Она сделала шаг с громким вздохом то ли страдания, то ли облегчения, шурша юбками, беспомощно разводя руками, просто не зная, что с ними делать, с такими длинными, неуклюжими, лишними и непослушными, готовыми раньше, чем это нужно, устремиться вперед, опередить тело, рвануться, охватить грустную шею этого скованного страхом дикаря в очках, охватить, как когда–то, когда это было можно, в одну из нелепых ночей, когда это было необходимо, когда казалось, что от этого зависит все остальное; охватить да еще ладонью провести по жесткому затылку, а другою – по сильной горячей спине, и все это без стыда, без сомнений, навсегда, навеки, покуда не наступило утро, похмелье и покуда не пришли стыд и трезвый страх перед содеянным.
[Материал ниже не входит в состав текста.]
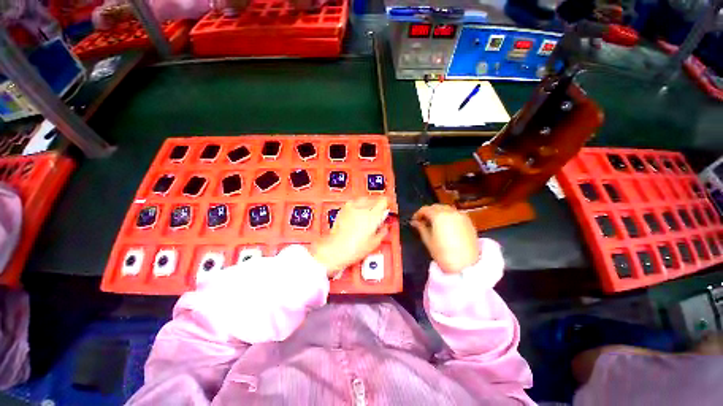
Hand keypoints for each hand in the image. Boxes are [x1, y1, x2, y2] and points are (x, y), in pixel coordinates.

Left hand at [311, 197, 388, 276]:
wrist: (336, 249)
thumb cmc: (353, 248)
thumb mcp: (374, 243)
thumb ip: (383, 231)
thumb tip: (385, 226)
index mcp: (373, 216)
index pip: (383, 201)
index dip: (386, 205)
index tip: (386, 209)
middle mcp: (362, 208)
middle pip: (374, 199)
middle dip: (378, 205)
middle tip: (378, 214)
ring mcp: (351, 207)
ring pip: (364, 198)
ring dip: (368, 203)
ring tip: (368, 213)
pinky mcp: (343, 209)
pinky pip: (354, 202)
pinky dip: (358, 205)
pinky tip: (358, 213)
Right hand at [411, 204, 478, 273]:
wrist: (466, 265)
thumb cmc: (443, 254)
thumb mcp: (428, 240)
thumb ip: (421, 228)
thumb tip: (414, 222)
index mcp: (439, 216)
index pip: (425, 209)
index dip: (418, 214)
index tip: (414, 220)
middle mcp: (450, 212)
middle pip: (436, 207)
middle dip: (428, 212)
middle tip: (423, 221)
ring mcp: (461, 216)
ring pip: (446, 208)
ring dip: (438, 212)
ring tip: (434, 223)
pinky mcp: (468, 222)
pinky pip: (455, 213)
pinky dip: (448, 215)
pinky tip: (445, 225)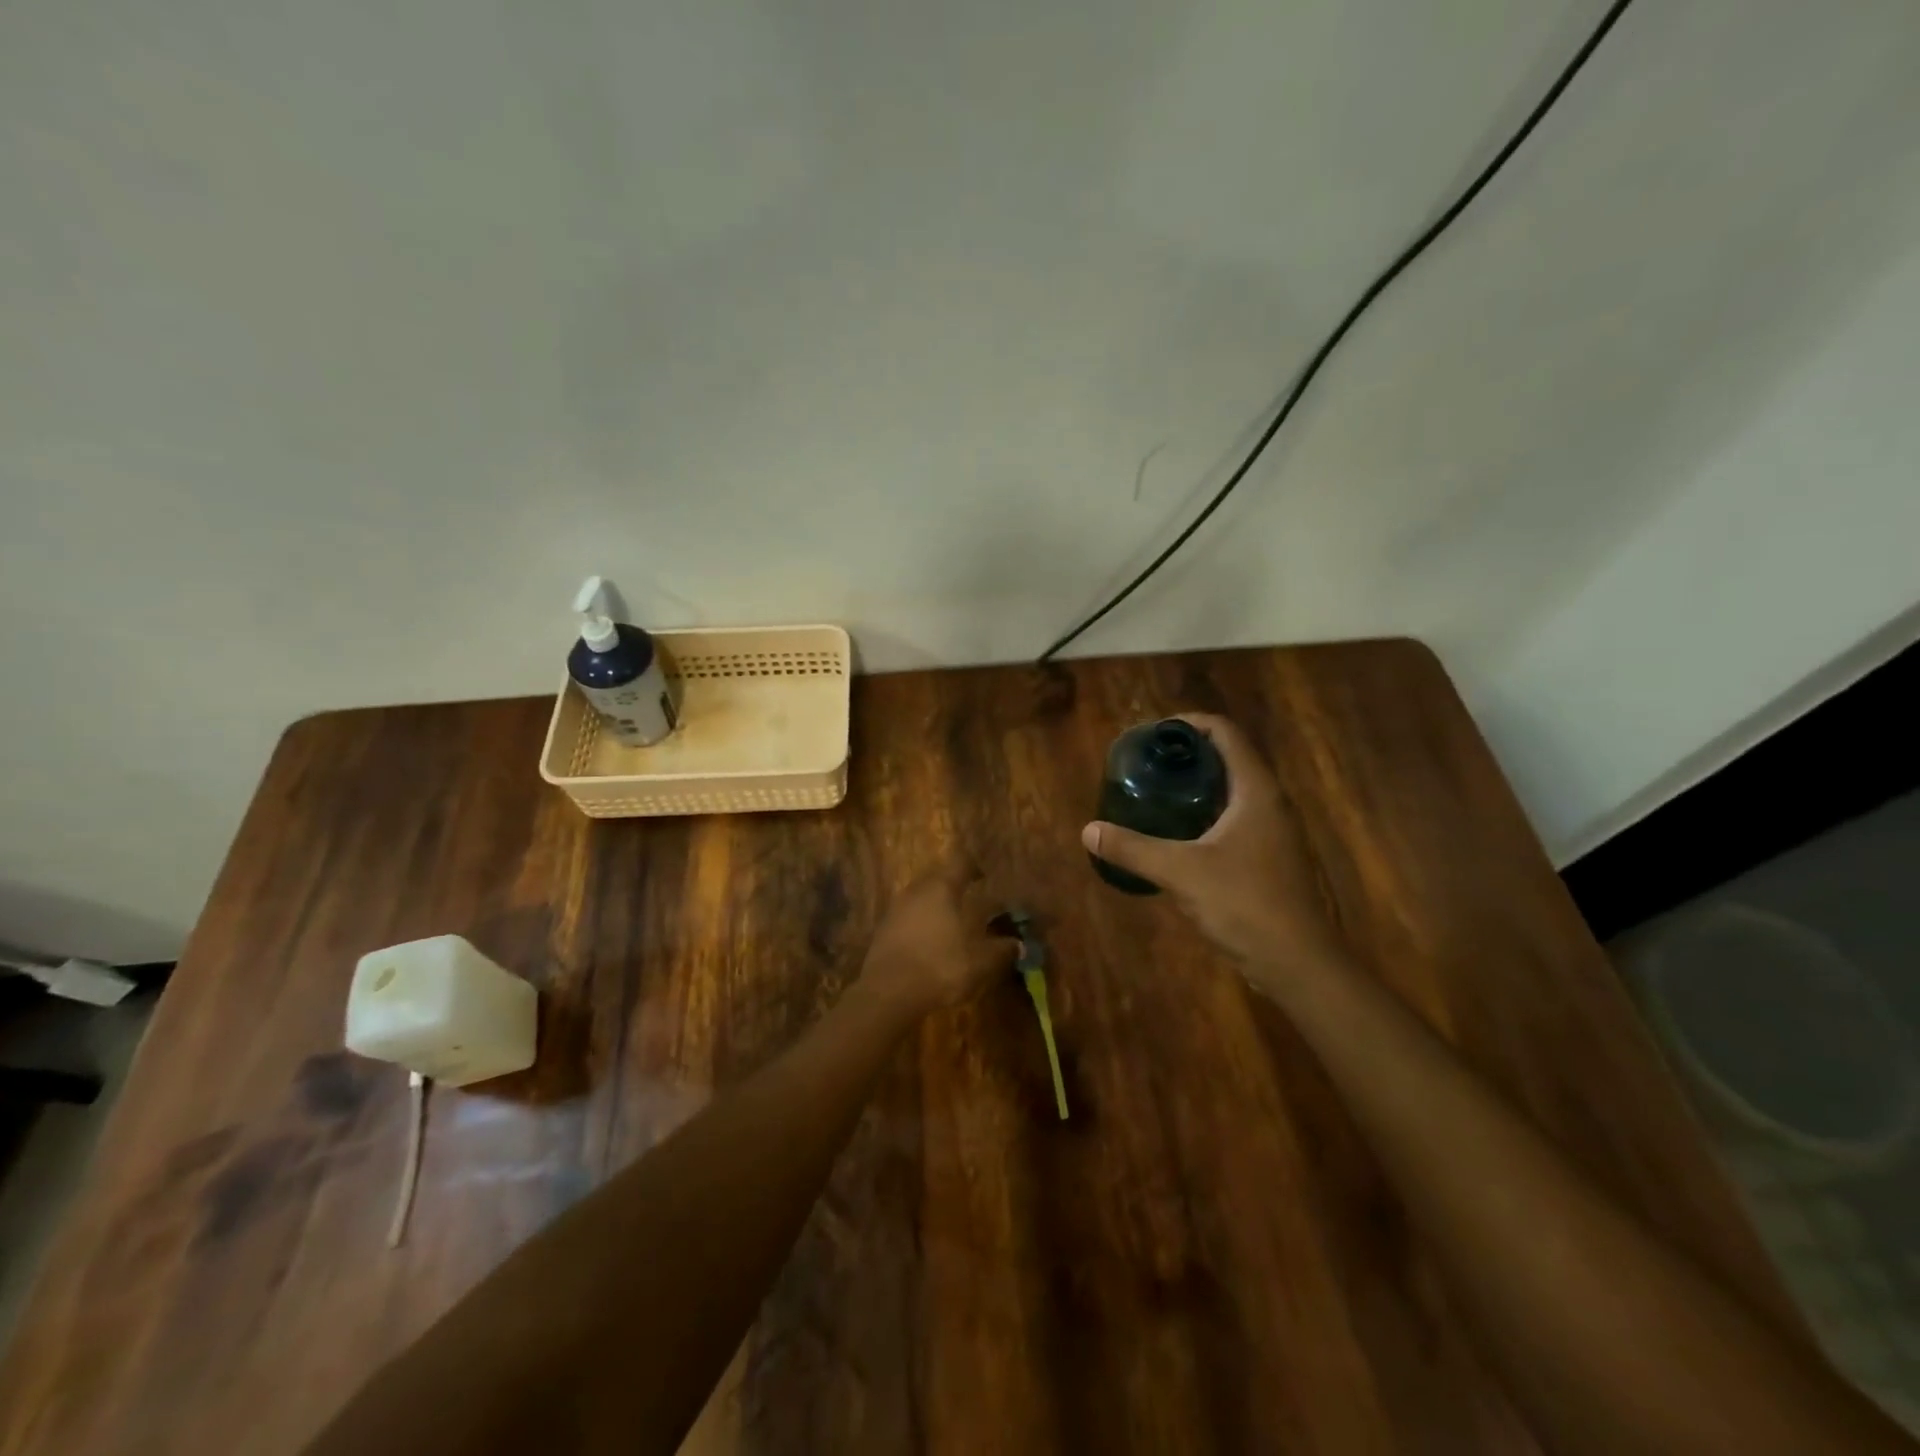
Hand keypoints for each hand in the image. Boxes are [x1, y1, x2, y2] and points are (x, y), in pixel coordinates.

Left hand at [860, 867, 1019, 1016]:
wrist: (889, 992)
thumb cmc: (940, 966)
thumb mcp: (980, 961)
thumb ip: (1001, 950)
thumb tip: (1019, 945)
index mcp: (942, 888)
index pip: (960, 863)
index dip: (973, 866)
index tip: (984, 876)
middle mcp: (917, 890)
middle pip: (937, 877)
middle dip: (953, 885)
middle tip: (970, 898)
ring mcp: (896, 908)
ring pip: (920, 897)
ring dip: (935, 905)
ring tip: (951, 921)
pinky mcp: (883, 929)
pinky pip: (907, 917)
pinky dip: (920, 923)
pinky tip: (930, 941)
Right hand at [1081, 713, 1341, 983]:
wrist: (1297, 963)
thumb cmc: (1245, 904)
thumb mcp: (1180, 872)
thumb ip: (1133, 848)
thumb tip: (1088, 830)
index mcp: (1255, 790)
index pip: (1225, 733)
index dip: (1189, 723)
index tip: (1152, 733)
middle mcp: (1269, 802)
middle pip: (1228, 758)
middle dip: (1187, 755)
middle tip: (1146, 762)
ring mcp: (1272, 832)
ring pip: (1231, 791)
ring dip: (1196, 785)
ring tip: (1154, 791)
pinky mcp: (1268, 858)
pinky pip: (1233, 819)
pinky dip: (1203, 814)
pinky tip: (1175, 834)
Да, она сделала шаг и протянула свою руку, и Николай Павлович тоже двинулся к ней и тоже протянул руку, а другою он крепко держал князя. До этого он держал его как гувернер, но теперь уже вел как господин, долго и неумолимо, и Мятлев покорно, как Афанасий, следовал за ним. Он уже знал, что теперь всю жизнь будет обливаться холодным потом, вспоминая это краткое мгновение, ибо страшное помнится долго. Радость, едва мы ею наполнились, тотчас становится привычной и улетучивается из нашего сознания, и потому воспоминание о длительной свободе радует нас недолго, а воспоминание о минутном рабстве угнетает до самого конца.
Эта розовая влажная улитка, лишенная скорлупки, медленно продвигалась вперед, стараясь придать своему лицу выражение спокойствия и умиротворенности, однако что–то еще оставалось нетронутым в глубине покорного тела, что–то там все–таки гудело в глубине, шуршало, попискивало, и что–то стремилось вырваться наружу, и чей–то незнакомый, чужой голос на самой высокой ноте пытался выкрикнуть чьи–то, уже некогда произнесенные слова: «Господь милосердный, этою не может быть! Нельзя… Я говорил ей, что не люблю ее, она это знает, знает!… Я говорил ей, но она не придавала этому значения. Я говорил ей: опомнитесь! Но она не придавала этому значения… Я говорил… Господибожемой!…»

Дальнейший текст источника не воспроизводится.